(This article is the English version of https://civitai.com/articles/1536/ghostreviewaickptenglish-version-is-translating , it is translated by ChatGPT,so maybe it has some mistakes.But the marjority is right. So if you can read Chinese, please read the last one. Thank you.)
Hello everyone, I am GhostInShell, the author of GhostMix, which ranks second in the All Time Highest Rated category on the global AI painting model website, Civitai. In my previous article, I mainly discussed my views on the development direction of ckpt (checkpoint). In short, ckpt should address the "doable" problems like compatibility, while solutions like LoRA and Controlnet should tackle the "right" problems. The correct development direction for ckpt should be fewer ckpt and more LoRA, indicating that Stable Diffusion should develop in the direction of a unified large model.
After the article was published, many users agreed with my views and hoped for a tool to evaluate the ckpt of Stable Diffusion to guide the model's development direction. After some research, I found no scoring platform like LLM's LMSYS in the market. So, as a student of finance, I took the initiative to write code and developed the framework code for the ckpt evaluation system within a month, producing GhostReview, the world's first AI painting ckpt evaluation framework code, consisting of 1,128 lines. (PS: This is purely my own evaluation framework. I am not a CS major, so my knowledge and understanding are quite limited. If you don't like my approach, please feel free to dismiss it and create your own. I do not wish to engage in disputes. Let the Code Speak, thank you.)

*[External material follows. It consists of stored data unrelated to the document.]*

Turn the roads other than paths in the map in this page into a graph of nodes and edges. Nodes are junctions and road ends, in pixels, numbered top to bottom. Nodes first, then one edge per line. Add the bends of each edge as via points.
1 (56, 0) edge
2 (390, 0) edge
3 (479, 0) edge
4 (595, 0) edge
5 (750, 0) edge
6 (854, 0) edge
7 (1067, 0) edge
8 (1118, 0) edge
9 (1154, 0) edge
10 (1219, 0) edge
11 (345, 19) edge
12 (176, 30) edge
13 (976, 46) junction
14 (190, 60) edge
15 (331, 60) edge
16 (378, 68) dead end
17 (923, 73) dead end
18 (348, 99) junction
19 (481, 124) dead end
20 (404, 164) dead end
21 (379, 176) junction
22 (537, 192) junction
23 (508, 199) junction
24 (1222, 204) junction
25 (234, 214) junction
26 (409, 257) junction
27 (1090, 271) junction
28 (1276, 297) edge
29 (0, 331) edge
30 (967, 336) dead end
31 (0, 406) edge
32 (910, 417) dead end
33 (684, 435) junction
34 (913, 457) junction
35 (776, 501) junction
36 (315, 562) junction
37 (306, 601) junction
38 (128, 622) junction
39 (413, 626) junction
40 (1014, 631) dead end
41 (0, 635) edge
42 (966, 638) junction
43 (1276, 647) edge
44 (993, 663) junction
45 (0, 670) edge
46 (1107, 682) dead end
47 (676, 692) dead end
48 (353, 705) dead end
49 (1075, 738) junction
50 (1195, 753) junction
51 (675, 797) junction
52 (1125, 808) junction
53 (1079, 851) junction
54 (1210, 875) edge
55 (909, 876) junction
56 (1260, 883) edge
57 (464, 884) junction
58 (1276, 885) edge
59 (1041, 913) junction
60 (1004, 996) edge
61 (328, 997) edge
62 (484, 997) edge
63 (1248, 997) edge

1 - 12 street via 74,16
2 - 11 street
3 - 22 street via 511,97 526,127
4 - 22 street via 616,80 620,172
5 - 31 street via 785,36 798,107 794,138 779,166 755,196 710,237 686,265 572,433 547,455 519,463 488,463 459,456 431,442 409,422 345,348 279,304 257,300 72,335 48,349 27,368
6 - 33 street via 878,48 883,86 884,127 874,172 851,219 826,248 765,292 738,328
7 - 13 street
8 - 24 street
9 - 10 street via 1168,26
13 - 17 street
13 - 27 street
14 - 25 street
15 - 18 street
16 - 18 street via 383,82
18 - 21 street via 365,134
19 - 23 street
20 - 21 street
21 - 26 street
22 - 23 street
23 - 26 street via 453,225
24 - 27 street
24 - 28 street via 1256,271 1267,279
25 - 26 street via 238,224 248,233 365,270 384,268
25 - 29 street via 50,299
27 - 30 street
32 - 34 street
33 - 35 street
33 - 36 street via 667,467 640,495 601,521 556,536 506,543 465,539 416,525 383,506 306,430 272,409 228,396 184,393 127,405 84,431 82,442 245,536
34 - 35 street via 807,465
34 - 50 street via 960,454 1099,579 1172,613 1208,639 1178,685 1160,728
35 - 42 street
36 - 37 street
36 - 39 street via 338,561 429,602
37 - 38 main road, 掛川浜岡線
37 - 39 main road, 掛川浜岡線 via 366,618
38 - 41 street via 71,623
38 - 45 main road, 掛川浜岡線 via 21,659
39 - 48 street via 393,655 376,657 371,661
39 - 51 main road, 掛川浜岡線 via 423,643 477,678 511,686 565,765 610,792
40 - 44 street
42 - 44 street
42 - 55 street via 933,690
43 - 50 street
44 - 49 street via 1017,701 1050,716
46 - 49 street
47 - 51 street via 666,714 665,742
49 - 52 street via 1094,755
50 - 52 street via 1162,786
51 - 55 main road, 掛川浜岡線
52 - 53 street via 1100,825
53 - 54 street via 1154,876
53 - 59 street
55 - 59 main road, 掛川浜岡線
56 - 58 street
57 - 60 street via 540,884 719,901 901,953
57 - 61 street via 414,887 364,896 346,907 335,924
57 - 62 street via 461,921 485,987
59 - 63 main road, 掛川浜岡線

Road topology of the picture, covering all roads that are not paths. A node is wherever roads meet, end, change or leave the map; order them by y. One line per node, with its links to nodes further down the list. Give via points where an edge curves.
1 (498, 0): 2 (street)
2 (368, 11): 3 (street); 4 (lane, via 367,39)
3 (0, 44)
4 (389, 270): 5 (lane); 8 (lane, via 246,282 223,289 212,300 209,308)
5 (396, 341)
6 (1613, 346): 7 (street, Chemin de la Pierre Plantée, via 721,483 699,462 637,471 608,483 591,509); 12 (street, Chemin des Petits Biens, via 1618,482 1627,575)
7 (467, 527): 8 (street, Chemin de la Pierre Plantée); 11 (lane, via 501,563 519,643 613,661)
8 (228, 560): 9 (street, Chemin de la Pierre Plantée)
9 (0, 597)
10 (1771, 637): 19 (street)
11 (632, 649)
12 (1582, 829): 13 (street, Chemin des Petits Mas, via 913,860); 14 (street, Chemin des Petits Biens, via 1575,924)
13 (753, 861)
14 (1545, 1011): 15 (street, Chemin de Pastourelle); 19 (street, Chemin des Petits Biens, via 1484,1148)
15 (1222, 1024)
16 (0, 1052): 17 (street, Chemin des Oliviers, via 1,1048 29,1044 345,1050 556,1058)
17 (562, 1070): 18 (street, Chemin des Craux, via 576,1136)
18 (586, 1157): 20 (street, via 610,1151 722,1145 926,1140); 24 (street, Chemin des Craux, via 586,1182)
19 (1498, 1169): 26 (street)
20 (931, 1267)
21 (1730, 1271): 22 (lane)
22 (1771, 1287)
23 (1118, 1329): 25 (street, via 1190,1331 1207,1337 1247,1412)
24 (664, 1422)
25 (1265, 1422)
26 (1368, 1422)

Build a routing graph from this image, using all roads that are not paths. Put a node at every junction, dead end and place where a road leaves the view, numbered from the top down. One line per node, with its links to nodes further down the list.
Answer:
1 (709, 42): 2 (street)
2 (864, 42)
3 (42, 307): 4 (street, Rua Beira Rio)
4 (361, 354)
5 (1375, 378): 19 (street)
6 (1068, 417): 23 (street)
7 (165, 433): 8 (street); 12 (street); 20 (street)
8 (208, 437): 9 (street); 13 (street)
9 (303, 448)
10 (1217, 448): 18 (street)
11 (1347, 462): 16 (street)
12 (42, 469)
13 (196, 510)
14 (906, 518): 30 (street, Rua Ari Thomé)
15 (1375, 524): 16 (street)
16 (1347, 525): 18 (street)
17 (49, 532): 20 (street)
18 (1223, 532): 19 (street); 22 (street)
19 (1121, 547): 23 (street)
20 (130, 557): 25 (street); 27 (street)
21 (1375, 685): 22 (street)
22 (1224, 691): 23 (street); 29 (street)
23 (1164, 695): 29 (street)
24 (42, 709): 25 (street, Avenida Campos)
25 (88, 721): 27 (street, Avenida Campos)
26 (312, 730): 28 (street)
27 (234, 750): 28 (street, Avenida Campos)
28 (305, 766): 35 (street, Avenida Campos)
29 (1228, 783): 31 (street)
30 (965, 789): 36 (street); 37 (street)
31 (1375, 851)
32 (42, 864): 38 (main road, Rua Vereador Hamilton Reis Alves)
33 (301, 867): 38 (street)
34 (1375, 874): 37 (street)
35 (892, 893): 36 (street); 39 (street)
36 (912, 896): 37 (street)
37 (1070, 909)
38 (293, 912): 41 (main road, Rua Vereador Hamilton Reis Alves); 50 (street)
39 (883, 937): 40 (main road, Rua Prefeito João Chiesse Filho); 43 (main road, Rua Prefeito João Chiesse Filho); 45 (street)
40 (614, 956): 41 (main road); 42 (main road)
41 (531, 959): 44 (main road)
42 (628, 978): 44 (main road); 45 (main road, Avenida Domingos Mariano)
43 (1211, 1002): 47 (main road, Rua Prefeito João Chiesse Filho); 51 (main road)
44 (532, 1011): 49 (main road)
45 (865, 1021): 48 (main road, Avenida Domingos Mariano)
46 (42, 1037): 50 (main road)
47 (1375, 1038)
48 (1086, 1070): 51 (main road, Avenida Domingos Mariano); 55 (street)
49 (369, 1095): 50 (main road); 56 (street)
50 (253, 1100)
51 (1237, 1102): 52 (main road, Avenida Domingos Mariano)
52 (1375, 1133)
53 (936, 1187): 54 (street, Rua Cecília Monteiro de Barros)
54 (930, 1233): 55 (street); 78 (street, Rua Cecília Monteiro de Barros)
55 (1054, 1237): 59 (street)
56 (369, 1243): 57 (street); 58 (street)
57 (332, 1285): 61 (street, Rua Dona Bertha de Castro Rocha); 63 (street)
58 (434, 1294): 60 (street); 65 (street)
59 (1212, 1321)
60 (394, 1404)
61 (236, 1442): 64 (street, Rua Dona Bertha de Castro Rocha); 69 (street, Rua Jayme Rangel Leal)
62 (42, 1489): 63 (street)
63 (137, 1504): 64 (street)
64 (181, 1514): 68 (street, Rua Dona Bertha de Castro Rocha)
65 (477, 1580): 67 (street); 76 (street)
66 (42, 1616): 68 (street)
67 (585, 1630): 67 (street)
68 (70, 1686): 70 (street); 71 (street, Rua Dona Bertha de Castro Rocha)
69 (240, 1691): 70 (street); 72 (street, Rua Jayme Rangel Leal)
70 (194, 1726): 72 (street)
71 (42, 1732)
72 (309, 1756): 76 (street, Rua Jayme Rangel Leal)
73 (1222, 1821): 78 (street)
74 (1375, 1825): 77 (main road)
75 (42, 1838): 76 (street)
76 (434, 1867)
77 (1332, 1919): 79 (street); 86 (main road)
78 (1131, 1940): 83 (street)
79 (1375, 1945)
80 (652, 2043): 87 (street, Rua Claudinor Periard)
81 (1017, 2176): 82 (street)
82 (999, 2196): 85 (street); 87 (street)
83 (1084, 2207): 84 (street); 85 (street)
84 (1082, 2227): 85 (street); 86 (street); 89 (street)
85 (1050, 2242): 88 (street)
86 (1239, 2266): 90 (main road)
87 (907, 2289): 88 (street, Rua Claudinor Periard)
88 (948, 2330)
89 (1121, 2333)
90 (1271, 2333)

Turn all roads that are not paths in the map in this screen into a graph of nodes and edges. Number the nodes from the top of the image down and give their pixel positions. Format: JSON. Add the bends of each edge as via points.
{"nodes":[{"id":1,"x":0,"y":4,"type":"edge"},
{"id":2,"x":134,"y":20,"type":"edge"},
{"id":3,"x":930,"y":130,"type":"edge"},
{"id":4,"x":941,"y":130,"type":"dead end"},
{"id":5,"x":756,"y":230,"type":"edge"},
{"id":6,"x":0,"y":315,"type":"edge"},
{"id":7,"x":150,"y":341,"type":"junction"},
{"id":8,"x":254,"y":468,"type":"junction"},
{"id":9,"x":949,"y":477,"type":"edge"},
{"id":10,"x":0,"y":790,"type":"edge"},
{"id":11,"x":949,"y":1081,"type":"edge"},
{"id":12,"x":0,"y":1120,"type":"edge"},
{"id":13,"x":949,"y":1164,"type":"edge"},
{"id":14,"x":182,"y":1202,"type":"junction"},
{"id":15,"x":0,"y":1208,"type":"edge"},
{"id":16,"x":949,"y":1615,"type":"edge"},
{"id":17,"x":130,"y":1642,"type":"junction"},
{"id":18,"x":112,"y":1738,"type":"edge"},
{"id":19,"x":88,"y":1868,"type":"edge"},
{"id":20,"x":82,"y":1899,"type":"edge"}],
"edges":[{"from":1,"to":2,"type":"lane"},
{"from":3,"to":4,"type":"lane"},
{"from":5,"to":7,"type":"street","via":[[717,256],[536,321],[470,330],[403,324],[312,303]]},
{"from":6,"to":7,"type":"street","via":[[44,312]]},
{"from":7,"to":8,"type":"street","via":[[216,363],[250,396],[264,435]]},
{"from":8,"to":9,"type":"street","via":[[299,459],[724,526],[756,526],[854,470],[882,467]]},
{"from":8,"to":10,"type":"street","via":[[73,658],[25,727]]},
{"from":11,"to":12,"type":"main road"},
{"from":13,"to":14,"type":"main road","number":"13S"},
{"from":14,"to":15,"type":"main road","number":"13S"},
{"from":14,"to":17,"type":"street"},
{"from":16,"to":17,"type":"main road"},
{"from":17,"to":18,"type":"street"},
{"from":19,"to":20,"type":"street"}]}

Because it is not possible to analyze the model structure itself, the evaluation method involves analyzing the images generated by the model. GhostReview's core is similar to a quantitative financial factor model. In simple terms, both are researching how to find commonalities in chaotic data. Taking the simplest single-factor model CAPM as an example, the return of a stock is composed of Beta and Alpha, with Beta being seen as systematic risk and Alpha as individual risk. With this concept, when we look at the images produced by ckpt, we can also divide an image into two parts, one is the systemic impact (i.e., the model impact), and the other part is the individual impact (i.e., the influence brought by the random seed). Our goal is to evaluate the model, that is, to evaluate the systematic impact of the model, so the core processing approach is the same as the factor model, that is, taking an average to average out the individual impact.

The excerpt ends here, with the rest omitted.